** Your instructions **
Reproduce every record below exactly as it appears.

** Material for this exercise **
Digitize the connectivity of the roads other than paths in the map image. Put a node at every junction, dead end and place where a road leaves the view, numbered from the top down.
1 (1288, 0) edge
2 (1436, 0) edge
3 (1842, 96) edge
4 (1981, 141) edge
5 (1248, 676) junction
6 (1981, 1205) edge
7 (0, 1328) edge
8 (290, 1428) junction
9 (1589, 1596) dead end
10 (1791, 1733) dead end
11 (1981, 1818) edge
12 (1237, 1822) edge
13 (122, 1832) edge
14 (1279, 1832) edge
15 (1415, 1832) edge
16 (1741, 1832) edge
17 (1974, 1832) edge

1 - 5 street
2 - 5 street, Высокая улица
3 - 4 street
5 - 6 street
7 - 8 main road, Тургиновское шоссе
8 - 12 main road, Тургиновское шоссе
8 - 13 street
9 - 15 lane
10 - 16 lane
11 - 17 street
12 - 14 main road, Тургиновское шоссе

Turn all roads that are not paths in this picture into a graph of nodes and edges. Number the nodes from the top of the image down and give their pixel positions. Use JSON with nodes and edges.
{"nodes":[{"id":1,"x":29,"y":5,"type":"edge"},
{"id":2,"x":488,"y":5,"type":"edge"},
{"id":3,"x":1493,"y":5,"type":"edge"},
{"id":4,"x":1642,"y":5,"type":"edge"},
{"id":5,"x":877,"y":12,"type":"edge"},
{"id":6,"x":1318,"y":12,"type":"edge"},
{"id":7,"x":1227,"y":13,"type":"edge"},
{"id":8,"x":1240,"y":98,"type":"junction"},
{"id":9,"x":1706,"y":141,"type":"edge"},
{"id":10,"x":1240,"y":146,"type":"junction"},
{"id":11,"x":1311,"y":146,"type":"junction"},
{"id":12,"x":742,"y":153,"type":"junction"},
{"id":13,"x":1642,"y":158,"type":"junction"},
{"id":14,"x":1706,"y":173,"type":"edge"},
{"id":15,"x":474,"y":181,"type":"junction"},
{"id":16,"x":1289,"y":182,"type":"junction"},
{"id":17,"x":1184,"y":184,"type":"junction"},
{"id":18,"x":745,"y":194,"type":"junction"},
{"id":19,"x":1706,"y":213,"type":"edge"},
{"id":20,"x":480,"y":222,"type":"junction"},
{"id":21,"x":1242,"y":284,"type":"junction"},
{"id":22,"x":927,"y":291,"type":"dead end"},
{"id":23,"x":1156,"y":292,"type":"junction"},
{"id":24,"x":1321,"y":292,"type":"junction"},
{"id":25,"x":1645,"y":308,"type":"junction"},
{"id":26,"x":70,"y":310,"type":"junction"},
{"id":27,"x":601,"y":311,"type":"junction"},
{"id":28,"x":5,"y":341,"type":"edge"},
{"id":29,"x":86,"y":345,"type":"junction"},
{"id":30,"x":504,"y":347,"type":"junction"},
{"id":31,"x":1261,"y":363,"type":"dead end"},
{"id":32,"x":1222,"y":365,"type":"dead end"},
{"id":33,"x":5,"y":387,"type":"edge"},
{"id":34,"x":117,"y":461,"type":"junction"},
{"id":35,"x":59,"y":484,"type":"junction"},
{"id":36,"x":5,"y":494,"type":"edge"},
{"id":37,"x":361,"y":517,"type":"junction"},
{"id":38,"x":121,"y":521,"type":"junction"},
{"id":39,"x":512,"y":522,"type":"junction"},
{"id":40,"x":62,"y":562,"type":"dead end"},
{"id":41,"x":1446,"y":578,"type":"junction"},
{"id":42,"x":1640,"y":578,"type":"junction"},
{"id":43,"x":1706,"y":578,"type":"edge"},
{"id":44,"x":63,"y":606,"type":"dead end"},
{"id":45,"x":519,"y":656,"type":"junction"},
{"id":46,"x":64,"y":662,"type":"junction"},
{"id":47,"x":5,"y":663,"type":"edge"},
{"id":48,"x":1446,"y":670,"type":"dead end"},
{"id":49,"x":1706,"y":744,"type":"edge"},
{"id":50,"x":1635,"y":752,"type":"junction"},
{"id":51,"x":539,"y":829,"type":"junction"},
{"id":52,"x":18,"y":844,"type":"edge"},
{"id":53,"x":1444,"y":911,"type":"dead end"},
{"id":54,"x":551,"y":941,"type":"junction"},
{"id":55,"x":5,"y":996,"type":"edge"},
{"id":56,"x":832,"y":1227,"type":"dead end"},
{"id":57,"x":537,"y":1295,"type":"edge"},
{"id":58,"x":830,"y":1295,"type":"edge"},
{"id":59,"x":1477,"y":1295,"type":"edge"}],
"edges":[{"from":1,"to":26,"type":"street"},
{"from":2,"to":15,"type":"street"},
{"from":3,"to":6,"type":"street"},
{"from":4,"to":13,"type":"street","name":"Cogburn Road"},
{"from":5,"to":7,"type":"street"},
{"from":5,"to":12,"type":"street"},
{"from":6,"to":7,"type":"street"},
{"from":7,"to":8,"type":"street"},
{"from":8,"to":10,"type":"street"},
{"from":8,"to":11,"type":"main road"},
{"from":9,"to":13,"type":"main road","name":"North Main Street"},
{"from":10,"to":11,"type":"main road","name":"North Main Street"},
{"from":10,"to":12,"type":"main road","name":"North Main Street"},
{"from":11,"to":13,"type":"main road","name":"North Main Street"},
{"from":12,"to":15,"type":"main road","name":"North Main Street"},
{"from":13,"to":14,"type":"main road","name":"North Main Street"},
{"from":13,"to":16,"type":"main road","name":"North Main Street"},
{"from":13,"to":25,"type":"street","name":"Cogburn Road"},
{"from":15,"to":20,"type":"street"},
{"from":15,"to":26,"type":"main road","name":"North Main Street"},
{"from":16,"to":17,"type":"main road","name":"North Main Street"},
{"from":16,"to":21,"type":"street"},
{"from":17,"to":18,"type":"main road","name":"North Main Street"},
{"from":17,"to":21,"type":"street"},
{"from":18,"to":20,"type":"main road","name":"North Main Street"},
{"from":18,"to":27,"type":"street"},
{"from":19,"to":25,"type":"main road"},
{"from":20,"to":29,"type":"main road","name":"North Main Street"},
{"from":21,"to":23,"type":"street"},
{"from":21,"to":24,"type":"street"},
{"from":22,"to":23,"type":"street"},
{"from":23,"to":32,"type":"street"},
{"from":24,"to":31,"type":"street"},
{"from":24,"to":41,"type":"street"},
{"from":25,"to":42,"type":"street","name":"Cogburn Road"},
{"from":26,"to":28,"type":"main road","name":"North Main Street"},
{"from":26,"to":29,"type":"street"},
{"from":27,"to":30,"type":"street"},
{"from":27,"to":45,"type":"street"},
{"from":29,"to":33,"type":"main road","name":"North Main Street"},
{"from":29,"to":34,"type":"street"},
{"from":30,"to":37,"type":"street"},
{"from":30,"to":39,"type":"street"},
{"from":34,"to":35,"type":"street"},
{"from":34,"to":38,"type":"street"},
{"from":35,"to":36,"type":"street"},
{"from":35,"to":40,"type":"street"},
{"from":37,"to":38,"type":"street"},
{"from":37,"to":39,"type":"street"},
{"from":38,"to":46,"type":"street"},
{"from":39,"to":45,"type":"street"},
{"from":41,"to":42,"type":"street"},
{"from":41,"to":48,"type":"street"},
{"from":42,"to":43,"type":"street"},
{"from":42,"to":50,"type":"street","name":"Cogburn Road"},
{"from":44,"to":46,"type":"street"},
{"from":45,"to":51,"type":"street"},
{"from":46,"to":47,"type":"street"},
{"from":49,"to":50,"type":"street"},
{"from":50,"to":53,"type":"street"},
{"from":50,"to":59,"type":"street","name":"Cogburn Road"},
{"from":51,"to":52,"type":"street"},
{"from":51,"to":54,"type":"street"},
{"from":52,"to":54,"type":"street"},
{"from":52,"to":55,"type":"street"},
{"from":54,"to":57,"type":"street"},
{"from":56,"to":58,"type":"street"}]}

** Output of the exercise **
Digitize the connectivity of the roads other than paths in the map image. Put a node at every junction, dead end and place where a road leaves the view, numbered from the top down.
1 (1288, 0) edge
2 (1436, 0) edge
3 (1842, 96) edge
4 (1981, 141) edge
5 (1248, 676) junction
6 (1981, 1205) edge
7 (0, 1328) edge
8 (290, 1428) junction
9 (1589, 1596) dead end
10 (1791, 1733) dead end
11 (1981, 1818) edge
12 (1237, 1822) edge
13 (122, 1832) edge
14 (1279, 1832) edge
15 (1415, 1832) edge
16 (1741, 1832) edge
17 (1974, 1832) edge

1 - 5 street
2 - 5 street, Высокая улица
3 - 4 street
5 - 6 street
7 - 8 main road, Тургиновское шоссе
8 - 12 main road, Тургиновское шоссе
8 - 13 street
9 - 15 lane
10 - 16 lane
11 - 17 street
12 - 14 main road, Тургиновское шоссе

Turn all roads that are not paths in this picture into a graph of nodes and edges. Number the nodes from the top of the image down and give their pixel positions. Use JSON with nodes and edges.
{"nodes":[{"id":1,"x":29,"y":5,"type":"edge"},
{"id":2,"x":488,"y":5,"type":"edge"},
{"id":3,"x":1493,"y":5,"type":"edge"},
{"id":4,"x":1642,"y":5,"type":"edge"},
{"id":5,"x":877,"y":12,"type":"edge"},
{"id":6,"x":1318,"y":12,"type":"edge"},
{"id":7,"x":1227,"y":13,"type":"edge"},
{"id":8,"x":1240,"y":98,"type":"junction"},
{"id":9,"x":1706,"y":141,"type":"edge"},
{"id":10,"x":1240,"y":146,"type":"junction"},
{"id":11,"x":1311,"y":146,"type":"junction"},
{"id":12,"x":742,"y":153,"type":"junction"},
{"id":13,"x":1642,"y":158,"type":"junction"},
{"id":14,"x":1706,"y":173,"type":"edge"},
{"id":15,"x":474,"y":181,"type":"junction"},
{"id":16,"x":1289,"y":182,"type":"junction"},
{"id":17,"x":1184,"y":184,"type":"junction"},
{"id":18,"x":745,"y":194,"type":"junction"},
{"id":19,"x":1706,"y":213,"type":"edge"},
{"id":20,"x":480,"y":222,"type":"junction"},
{"id":21,"x":1242,"y":284,"type":"junction"},
{"id":22,"x":927,"y":291,"type":"dead end"},
{"id":23,"x":1156,"y":292,"type":"junction"},
{"id":24,"x":1321,"y":292,"type":"junction"},
{"id":25,"x":1645,"y":308,"type":"junction"},
{"id":26,"x":70,"y":310,"type":"junction"},
{"id":27,"x":601,"y":311,"type":"junction"},
{"id":28,"x":5,"y":341,"type":"edge"},
{"id":29,"x":86,"y":345,"type":"junction"},
{"id":30,"x":504,"y":347,"type":"junction"},
{"id":31,"x":1261,"y":363,"type":"dead end"},
{"id":32,"x":1222,"y":365,"type":"dead end"},
{"id":33,"x":5,"y":387,"type":"edge"},
{"id":34,"x":117,"y":461,"type":"junction"},
{"id":35,"x":59,"y":484,"type":"junction"},
{"id":36,"x":5,"y":494,"type":"edge"},
{"id":37,"x":361,"y":517,"type":"junction"},
{"id":38,"x":121,"y":521,"type":"junction"},
{"id":39,"x":512,"y":522,"type":"junction"},
{"id":40,"x":62,"y":562,"type":"dead end"},
{"id":41,"x":1446,"y":578,"type":"junction"},
{"id":42,"x":1640,"y":578,"type":"junction"},
{"id":43,"x":1706,"y":578,"type":"edge"},
{"id":44,"x":63,"y":606,"type":"dead end"},
{"id":45,"x":519,"y":656,"type":"junction"},
{"id":46,"x":64,"y":662,"type":"junction"},
{"id":47,"x":5,"y":663,"type":"edge"},
{"id":48,"x":1446,"y":670,"type":"dead end"},
{"id":49,"x":1706,"y":744,"type":"edge"},
{"id":50,"x":1635,"y":752,"type":"junction"},
{"id":51,"x":539,"y":829,"type":"junction"},
{"id":52,"x":18,"y":844,"type":"edge"},
{"id":53,"x":1444,"y":911,"type":"dead end"},
{"id":54,"x":551,"y":941,"type":"junction"},
{"id":55,"x":5,"y":996,"type":"edge"},
{"id":56,"x":832,"y":1227,"type":"dead end"},
{"id":57,"x":537,"y":1295,"type":"edge"},
{"id":58,"x":830,"y":1295,"type":"edge"},
{"id":59,"x":1477,"y":1295,"type":"edge"}],
"edges":[{"from":1,"to":26,"type":"street"},
{"from":2,"to":15,"type":"street"},
{"from":3,"to":6,"type":"street"},
{"from":4,"to":13,"type":"street","name":"Cogburn Road"},
{"from":5,"to":7,"type":"street"},
{"from":5,"to":12,"type":"street"},
{"from":6,"to":7,"type":"street"},
{"from":7,"to":8,"type":"street"},
{"from":8,"to":10,"type":"street"},
{"from":8,"to":11,"type":"main road"},
{"from":9,"to":13,"type":"main road","name":"North Main Street"},
{"from":10,"to":11,"type":"main road","name":"North Main Street"},
{"from":10,"to":12,"type":"main road","name":"North Main Street"},
{"from":11,"to":13,"type":"main road","name":"North Main Street"},
{"from":12,"to":15,"type":"main road","name":"North Main Street"},
{"from":13,"to":14,"type":"main road","name":"North Main Street"},
{"from":13,"to":16,"type":"main road","name":"North Main Street"},
{"from":13,"to":25,"type":"street","name":"Cogburn Road"},
{"from":15,"to":20,"type":"street"},
{"from":15,"to":26,"type":"main road","name":"North Main Street"},
{"from":16,"to":17,"type":"main road","name":"North Main Street"},
{"from":16,"to":21,"type":"street"},
{"from":17,"to":18,"type":"main road","name":"North Main Street"},
{"from":17,"to":21,"type":"street"},
{"from":18,"to":20,"type":"main road","name":"North Main Street"},
{"from":18,"to":27,"type":"street"},
{"from":19,"to":25,"type":"main road"},
{"from":20,"to":29,"type":"main road","name":"North Main Street"},
{"from":21,"to":23,"type":"street"},
{"from":21,"to":24,"type":"street"},
{"from":22,"to":23,"type":"street"},
{"from":23,"to":32,"type":"street"},
{"from":24,"to":31,"type":"street"},
{"from":24,"to":41,"type":"street"},
{"from":25,"to":42,"type":"street","name":"Cogburn Road"},
{"from":26,"to":28,"type":"main road","name":"North Main Street"},
{"from":26,"to":29,"type":"street"},
{"from":27,"to":30,"type":"street"},
{"from":27,"to":45,"type":"street"},
{"from":29,"to":33,"type":"main road","name":"North Main Street"},
{"from":29,"to":34,"type":"street"},
{"from":30,"to":37,"type":"street"},
{"from":30,"to":39,"type":"street"},
{"from":34,"to":35,"type":"street"},
{"from":34,"to":38,"type":"street"},
{"from":35,"to":36,"type":"street"},
{"from":35,"to":40,"type":"street"},
{"from":37,"to":38,"type":"street"},
{"from":37,"to":39,"type":"street"},
{"from":38,"to":46,"type":"street"},
{"from":39,"to":45,"type":"street"},
{"from":41,"to":42,"type":"street"},
{"from":41,"to":48,"type":"street"},
{"from":42,"to":43,"type":"street"},
{"from":42,"to":50,"type":"street","name":"Cogburn Road"},
{"from":44,"to":46,"type":"street"},
{"from":45,"to":51,"type":"street"},
{"from":46,"to":47,"type":"street"},
{"from":49,"to":50,"type":"street"},
{"from":50,"to":53,"type":"street"},
{"from":50,"to":59,"type":"street","name":"Cogburn Road"},
{"from":51,"to":52,"type":"street"},
{"from":51,"to":54,"type":"street"},
{"from":52,"to":54,"type":"street"},
{"from":52,"to":55,"type":"street"},
{"from":54,"to":57,"type":"street"},
{"from":56,"to":58,"type":"street"}]}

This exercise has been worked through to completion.